Some of the streets in this neighbouring suburb, once containing a large number of railway workers, take their names from Scottish towns. The small terraced houses generally have smaller gardens than houses in Round Hill and are on flat terrain. Although our neighbourhoods are different in character, several strands of our local histories are closely connected &/or form interesting comparisons.

Meetings in the past have focused on research done in the Local History Library (records have now moved to The Keep) or the viewing of copies of old photographs of local streets when they were first built. 

Residents from The Triangle Community Group have also been involved in The LevelA People's History of The Level which involving the recollections of older residents on how The Level used to be.

The project culminated in a 'community oral history project' exhibition, which was displayed in one of the new buildings within The Level.

Another project, some ten years ago, which drew the attention of residents from both Round Hill and The Triangle Area has been the Letter in the Attic Project

Residents were asked to contribute any old bits of paper (letters, diaries, writings, postcards) relating to the local history of Brighton which deserve to be archived and hopefully shared.

One of the aims of the project, involving both My Brighton and Hove and Community Publishers QueenSpark, was to show the historical value of everyday writings, such as letters and diaries.

The main outcome, in harmony with the aims of the groups, has been to create an archive of personal unpublished papers collected from the residents of Brighton and Hove.

Getting involved

Factoring in the experience of previous groups

The experience of groups which have met in the past demonstrates the value of defining projects and purposes.

  • The Round Hill History Group, which disbanded in 2004, set themselves the purpose of producing a book and divided up the work.
  • The Triangle History Group recognised that it is natural to take a special interest in ones own street and also involved itself both in archiving things in local residents' possession and working towards the output of an exhibition.

Both groups recognised that the memories of human-beings are valuable sources of information.
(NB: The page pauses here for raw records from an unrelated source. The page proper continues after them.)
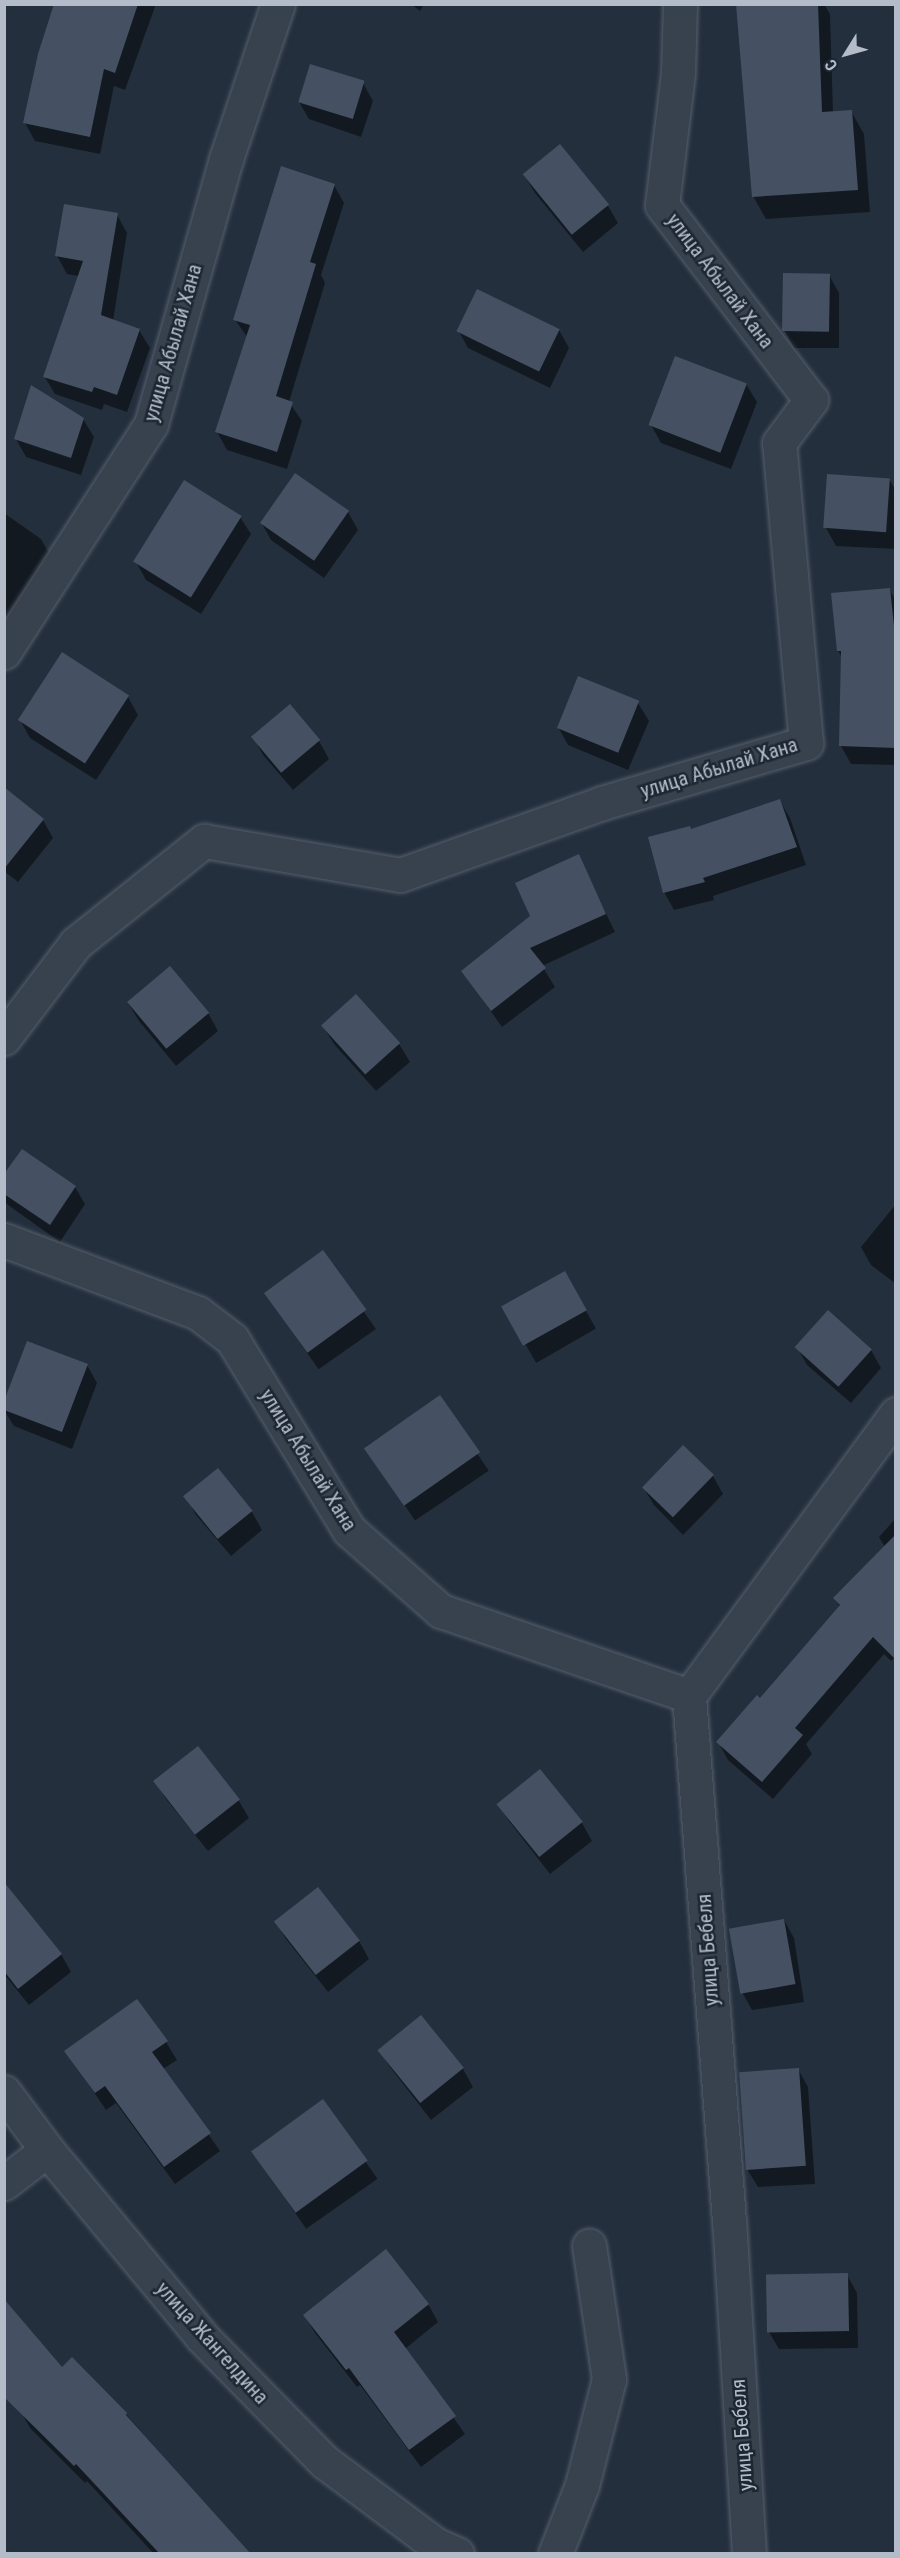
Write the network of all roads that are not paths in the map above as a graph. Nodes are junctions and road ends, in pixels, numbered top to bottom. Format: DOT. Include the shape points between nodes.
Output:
graph roads {
  1 [pos="278,4"];
  2 [pos="680,4"];
  3 [pos="4,652"];
  4 [pos="4,1038"];
  5 [pos="4,1240"];
  6 [pos="896,1414"];
  7 [pos="689,1696"];
  8 [pos="4,2092"];
  9 [pos="47,2150"];
  10 [pos="4,2183"];
  11 [pos="589,2245"];
  12 [pos="457,2553"];
  13 [pos="555,2553"];
  14 [pos="749,2553"];
  1 -- 3 [label="street, улица Абылай Хана" via="226,159 151,424"];
  2 -- 4 [label="street, улица Абылай Хана" via="678,72 662,205 811,400 779,443 806,743 602,802 400,875 204,841 76,943"];
  5 -- 7 [label="street, улица Абылай Хана" via="198,1313 232,1339 349,1530 441,1611"];
  6 -- 7 [label="street"];
  7 -- 14 [label="street, улица Бебеля" via="729,2221"];
  8 -- 9 [label="street, улица Жангелдина"];
  9 -- 10 [label="street"];
  9 -- 12 [label="street, улица Жангелдина" via="202,2337 325,2462 436,2545"];
  11 -- 13 [label="street" via="609,2379 582,2485"];
}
Interviewing of residents with long memories (older ones!) has formed part of both the book project and A People's History of The Level.

There is value in setting dates (e.g. the first Tuesday in each month) for regular meetings in terms of momentum, belonging, and continuity. However, alternatives are needed for neighbours who are enthusiastic, but cannot manage regular meetings.

Finding time

Given all Brighton has to offer, some neighbours are likely to attend many meetings already; others may need to give prior consideration to family responsibilities / job hours etc.

One of the solutions to this, could be to look to existing forums which residents "dip into" and "dip out of":

These allow both content creation and viewing what others have posted or shared.

Suggest a purpose and do it!

Purposes, such as researching the early history of  the buildings in ones own street, have a good chance of meeting with a response from neighbours. There is nothing to prevent individual or team efforts from progressing.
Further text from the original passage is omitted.